Читать книгу «Преследование» онлайн полностью📖 — Бренды Джойс — MyBook.
image

Саймон думал о своих родственниках в Лионе, ни одного из которых он даже никогда не встречал. Теперь все они были мертвы, некоторых погубила месть, которая выплеснулась на улицы Лиона, когда комитет приказал уничтожить мятежный город. Кузен Саймона, настоящий Анри Журдан, оказался среди погибших.

Гренвилл четко осознавал, что находился в опасном положении.

Один неверный шаг мог грозить поражением, причем он мог оказаться как в тисках своих французских руководителей, так и в руках Уорлока.

Граф Сент-Джастский был хорошо известен. Поэтому, встречаясь со своими якобинскими связными, ему следовало быть крайне осторожным, чтобы никто его не узнал. Ему придется тем или иным способом менять наружность – отращивать бороду и волосы, носить бедную одежду. Вероятно, он мог бы даже воспользоваться мелом или известью, чтобы нарисовать на лице шрам.

К горлу снова подкатила тошнота. Если Ляфлер когда-нибудь узнает, что он – Саймон Гренвилл, а не Анри Журдан, он неминуемо окажется в опасности – точно так же, как и его сыновья.

Саймон не питал ни малейших иллюзий по поводу того, как далеко могли зайти радикалы. Он собственными глазами видел, как на гильотину отправляли детей, потому что их отцов признали предателями родины. Прошлой осенью наемный убийца пытался расправиться с Бедфордом прямо у его собственного дома. А в январе было совершено покушение на военного министра, когда тот садился в свой экипаж у здания парламента. Теперь в Великобританию хлынул поток эмигрантов: люди пускались в бега, опасаясь за свои жизни. Разве мог Саймон в подобной ситуации думать, что его сыновья – в безопасности?

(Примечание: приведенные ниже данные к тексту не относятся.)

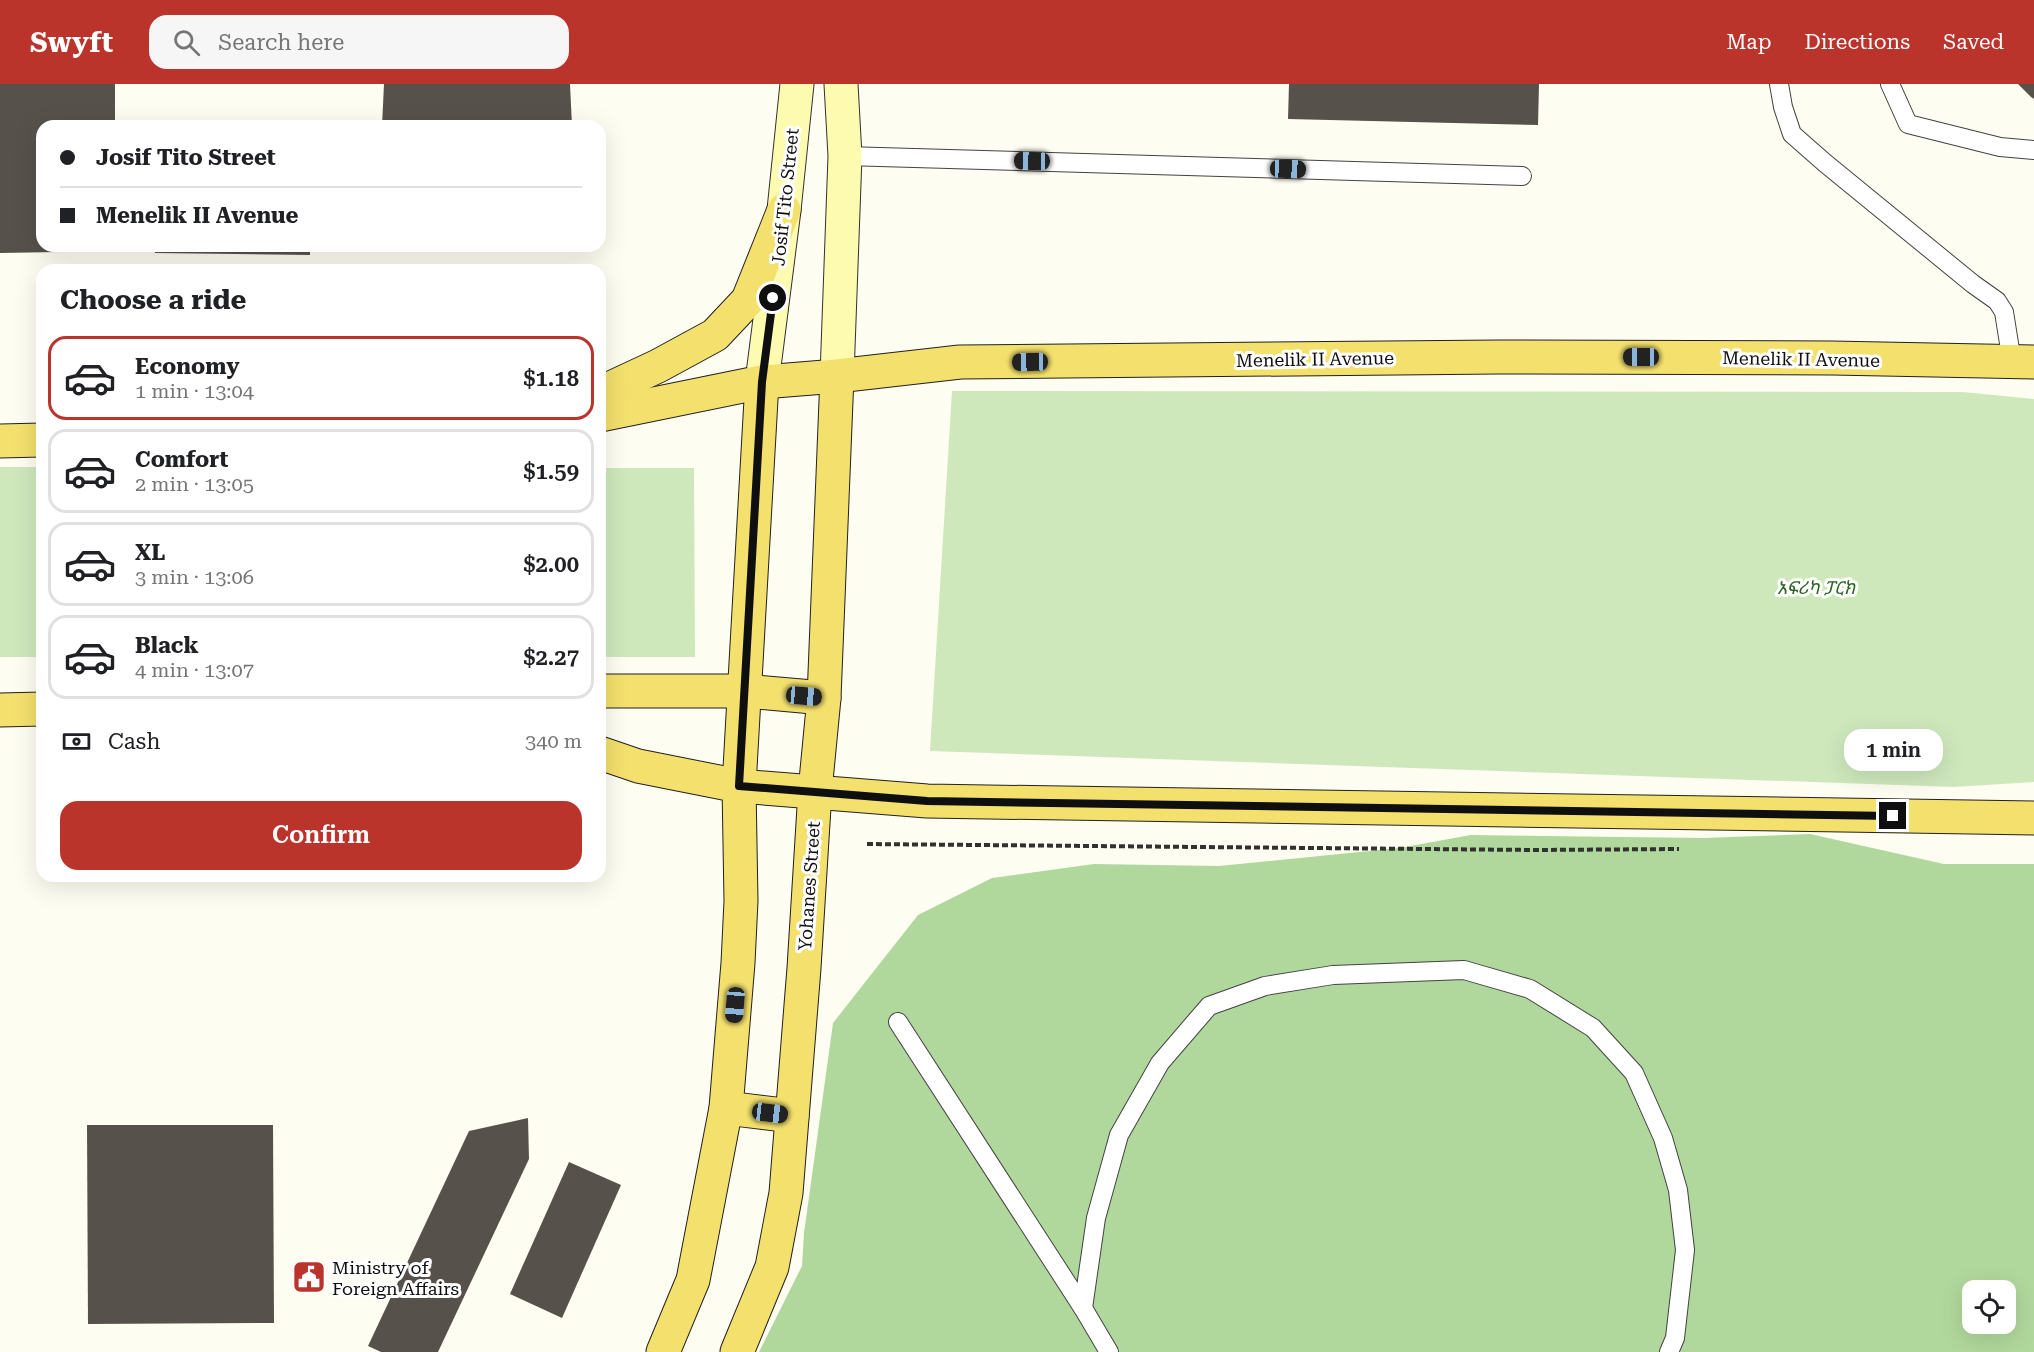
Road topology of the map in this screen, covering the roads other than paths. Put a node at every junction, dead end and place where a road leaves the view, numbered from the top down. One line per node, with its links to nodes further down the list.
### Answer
1 (797, 84): 8 (main road, Josif Tito Street)
2 (842, 84): 6 (main road)
3 (1779, 84): 9 (lane)
4 (1890, 84): 5 (lane)
5 (2034, 150)
6 (845, 156): 7 (lane); 10 (main road)
7 (1522, 176)
8 (784, 210): 11 (main road, Josif Tito Street); 12 (main road)
9 (2023, 362): 10 (main road, Menelik II Avenue)
10 (837, 376): 11 (main road, Menelik II Avenue); 18 (main road, Yohanes Street)
11 (762, 382): 13 (main road, Menelik II Avenue); 17 (main road)
12 (606, 390)
13 (606, 413)
14 (36, 440): 15 (main road)
15 (0, 441)
16 (606, 691): 17 (main road)
17 (745, 691): 18 (main road); 22 (main road)
18 (824, 698): 23 (main road, Yohanes Street)
19 (36, 709): 20 (main road)
20 (0, 710)
21 (606, 755): 22 (main road)
22 (739, 786): 23 (main road); 26 (main road)
23 (815, 791): 24 (main road); 27 (main road, Yohanes Street)
24 (2034, 818)
25 (898, 1022): 28 (lane)
26 (726, 1108): 27 (main road); 29 (main road)
27 (792, 1116): 30 (main road, Yohanes Street)
28 (1083, 1308): 31 (lane); 32 (lane)
29 (663, 1352)
30 (737, 1352)
31 (1109, 1352)
32 (1669, 1352)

Все вокруг знали, что Лондон полон доносчиков и шпионов, и совсем скоро там предстояло появиться еще одному тайному агенту.

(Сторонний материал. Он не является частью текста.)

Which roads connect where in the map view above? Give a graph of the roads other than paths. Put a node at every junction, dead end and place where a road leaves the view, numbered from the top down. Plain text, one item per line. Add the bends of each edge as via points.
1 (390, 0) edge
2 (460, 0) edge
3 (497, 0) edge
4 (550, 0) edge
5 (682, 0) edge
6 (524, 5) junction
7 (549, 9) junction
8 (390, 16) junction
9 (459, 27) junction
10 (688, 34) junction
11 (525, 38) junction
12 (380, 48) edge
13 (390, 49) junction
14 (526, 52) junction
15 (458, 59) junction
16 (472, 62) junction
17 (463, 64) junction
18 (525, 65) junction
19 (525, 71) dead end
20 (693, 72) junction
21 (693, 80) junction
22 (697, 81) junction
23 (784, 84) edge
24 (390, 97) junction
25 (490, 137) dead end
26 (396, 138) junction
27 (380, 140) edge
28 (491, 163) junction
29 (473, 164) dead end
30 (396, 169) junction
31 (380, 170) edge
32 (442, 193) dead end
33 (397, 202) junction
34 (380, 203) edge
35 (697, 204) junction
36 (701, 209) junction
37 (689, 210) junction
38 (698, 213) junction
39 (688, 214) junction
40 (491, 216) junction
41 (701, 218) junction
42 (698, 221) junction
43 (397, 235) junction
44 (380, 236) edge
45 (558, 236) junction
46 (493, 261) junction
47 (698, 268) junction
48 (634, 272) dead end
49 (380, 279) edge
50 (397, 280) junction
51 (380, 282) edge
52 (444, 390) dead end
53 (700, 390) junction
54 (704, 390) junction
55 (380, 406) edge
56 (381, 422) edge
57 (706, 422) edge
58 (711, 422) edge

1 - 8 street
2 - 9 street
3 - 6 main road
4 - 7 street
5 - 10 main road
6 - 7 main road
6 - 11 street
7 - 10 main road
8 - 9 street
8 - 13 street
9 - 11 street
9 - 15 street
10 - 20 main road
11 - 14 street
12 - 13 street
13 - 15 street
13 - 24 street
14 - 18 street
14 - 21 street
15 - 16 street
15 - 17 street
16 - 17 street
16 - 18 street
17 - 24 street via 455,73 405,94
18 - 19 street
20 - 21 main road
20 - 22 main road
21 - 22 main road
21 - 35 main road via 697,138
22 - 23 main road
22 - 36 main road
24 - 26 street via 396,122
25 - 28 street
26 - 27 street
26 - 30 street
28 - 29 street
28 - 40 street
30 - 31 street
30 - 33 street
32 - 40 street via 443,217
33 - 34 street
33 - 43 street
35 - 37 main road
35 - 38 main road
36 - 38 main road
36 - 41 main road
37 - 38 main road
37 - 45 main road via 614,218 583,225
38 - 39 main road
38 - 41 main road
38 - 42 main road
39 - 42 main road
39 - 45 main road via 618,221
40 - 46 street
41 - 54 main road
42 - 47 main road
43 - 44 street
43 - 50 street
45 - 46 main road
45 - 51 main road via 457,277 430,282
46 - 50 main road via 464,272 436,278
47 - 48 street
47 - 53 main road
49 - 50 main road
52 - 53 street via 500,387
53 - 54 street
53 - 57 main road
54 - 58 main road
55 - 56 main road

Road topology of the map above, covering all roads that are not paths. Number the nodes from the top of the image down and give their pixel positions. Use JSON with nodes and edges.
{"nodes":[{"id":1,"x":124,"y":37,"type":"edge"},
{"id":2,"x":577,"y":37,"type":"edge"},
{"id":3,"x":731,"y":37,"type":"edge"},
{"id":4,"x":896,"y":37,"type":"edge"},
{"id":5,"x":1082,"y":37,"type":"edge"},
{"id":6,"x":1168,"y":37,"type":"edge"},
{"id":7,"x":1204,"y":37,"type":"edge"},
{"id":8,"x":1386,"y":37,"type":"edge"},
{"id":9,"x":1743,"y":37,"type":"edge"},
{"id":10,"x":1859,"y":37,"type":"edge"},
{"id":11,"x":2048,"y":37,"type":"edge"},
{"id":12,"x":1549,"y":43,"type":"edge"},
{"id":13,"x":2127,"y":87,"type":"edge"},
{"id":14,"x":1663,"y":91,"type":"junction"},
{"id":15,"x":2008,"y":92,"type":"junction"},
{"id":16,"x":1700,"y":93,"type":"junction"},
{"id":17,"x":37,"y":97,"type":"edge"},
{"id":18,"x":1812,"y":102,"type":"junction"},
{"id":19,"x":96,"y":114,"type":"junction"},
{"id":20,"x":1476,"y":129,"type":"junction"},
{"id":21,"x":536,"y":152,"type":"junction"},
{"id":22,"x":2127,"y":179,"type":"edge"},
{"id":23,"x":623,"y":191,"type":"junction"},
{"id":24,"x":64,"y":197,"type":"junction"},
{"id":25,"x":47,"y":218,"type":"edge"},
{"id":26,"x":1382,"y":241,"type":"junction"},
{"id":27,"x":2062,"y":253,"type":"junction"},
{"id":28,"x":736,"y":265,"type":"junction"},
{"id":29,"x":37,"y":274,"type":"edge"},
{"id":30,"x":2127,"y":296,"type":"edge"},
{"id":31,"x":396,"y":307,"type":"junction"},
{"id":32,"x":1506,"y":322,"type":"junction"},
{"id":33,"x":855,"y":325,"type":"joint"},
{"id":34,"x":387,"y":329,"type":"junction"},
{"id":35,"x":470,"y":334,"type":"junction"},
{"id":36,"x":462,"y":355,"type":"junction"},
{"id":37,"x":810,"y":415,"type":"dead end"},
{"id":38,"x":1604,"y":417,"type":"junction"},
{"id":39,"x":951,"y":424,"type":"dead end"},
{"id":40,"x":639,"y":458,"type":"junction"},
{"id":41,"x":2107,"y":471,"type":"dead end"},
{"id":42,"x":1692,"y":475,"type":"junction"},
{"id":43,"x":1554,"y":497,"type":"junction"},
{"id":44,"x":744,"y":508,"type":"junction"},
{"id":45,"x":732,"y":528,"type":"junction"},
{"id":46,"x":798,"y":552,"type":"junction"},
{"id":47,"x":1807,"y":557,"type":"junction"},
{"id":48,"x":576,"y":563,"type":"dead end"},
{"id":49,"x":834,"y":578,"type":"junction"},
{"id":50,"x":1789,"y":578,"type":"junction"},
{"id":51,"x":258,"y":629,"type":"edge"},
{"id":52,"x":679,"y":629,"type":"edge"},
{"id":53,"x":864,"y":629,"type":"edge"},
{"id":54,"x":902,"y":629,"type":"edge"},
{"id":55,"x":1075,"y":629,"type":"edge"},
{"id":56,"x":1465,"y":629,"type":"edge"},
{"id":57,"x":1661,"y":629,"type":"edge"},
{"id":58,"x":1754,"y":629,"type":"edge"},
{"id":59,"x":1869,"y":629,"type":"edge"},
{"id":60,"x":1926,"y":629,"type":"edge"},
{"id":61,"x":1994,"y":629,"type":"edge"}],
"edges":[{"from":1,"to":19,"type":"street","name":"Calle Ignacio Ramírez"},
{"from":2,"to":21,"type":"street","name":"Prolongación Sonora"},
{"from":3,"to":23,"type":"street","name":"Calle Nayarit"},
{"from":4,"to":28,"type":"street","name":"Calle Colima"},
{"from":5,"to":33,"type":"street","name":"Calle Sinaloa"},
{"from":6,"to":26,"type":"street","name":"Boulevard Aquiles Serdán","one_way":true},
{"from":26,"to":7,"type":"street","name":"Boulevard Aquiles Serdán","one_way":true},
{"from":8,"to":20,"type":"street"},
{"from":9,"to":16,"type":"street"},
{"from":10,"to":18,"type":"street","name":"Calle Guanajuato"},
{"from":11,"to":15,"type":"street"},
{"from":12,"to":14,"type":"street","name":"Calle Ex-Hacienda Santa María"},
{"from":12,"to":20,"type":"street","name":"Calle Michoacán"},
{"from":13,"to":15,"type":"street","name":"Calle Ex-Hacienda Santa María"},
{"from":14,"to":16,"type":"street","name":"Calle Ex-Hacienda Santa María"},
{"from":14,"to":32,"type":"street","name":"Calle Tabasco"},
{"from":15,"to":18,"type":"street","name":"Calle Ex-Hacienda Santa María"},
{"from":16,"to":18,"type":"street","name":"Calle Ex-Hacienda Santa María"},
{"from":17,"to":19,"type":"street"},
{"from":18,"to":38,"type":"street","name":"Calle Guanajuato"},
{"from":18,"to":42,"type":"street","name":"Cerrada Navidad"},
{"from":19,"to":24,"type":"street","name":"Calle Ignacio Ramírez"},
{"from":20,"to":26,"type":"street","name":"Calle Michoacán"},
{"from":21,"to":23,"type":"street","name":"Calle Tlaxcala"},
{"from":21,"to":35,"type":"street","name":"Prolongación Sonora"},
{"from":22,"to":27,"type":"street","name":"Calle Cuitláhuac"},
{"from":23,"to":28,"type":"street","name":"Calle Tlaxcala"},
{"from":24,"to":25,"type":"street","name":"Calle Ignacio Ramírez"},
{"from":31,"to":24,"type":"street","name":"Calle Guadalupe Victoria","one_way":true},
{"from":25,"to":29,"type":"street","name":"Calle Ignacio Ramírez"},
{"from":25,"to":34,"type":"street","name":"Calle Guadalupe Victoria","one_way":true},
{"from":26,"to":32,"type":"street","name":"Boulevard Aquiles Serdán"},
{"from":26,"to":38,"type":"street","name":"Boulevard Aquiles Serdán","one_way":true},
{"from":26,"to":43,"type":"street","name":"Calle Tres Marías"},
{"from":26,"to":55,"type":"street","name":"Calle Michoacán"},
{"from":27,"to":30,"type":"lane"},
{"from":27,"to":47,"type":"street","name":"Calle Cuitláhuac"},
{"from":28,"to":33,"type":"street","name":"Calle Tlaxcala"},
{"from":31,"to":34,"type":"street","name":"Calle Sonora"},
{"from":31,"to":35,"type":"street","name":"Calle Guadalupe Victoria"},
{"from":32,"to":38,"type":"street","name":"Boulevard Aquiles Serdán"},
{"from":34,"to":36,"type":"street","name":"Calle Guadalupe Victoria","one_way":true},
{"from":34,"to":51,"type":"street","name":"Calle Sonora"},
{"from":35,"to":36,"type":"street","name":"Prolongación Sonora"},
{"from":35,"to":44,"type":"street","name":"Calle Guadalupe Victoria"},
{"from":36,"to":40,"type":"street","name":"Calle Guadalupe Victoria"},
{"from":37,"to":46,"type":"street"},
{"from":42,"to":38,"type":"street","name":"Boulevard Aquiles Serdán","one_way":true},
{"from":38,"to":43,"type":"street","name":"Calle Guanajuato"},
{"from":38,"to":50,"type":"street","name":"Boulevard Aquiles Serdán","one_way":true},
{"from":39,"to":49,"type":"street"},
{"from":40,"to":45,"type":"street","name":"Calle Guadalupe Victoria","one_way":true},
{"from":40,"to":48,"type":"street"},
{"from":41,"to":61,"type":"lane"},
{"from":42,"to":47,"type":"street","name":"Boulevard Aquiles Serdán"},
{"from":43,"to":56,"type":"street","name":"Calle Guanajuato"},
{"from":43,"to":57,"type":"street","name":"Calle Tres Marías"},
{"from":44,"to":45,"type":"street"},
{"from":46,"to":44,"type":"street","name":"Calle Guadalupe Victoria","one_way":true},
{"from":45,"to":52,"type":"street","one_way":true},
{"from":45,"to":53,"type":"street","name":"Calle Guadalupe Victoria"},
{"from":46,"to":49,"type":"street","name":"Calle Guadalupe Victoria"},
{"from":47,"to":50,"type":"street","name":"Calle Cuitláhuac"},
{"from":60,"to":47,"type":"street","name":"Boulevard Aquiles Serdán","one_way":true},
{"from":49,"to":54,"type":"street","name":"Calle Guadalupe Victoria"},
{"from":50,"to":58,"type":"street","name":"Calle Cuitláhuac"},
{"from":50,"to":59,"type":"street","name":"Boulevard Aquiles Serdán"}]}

Террор стремительно распространялся, завоевывая все новые пространства. И сейчас эта подколодная змея жестокого режима вползла в Великобританию.

Саймон опрокинул в себя половину виски. Он не представлял себе, как долго сможет вести эту рискованную двойную игру, сохраняя голову на плечах. Ляфлер жаждал получить информацию о военных действиях союзников как можно быстрее – до предполагаемого вторжения во Фландрию. А это означало, что Саймон должен немедленно вернуться в Лондон, ведь здесь, в Корнуолле, он не сможет узнать никакие чрезвычайно важные государственные тайны.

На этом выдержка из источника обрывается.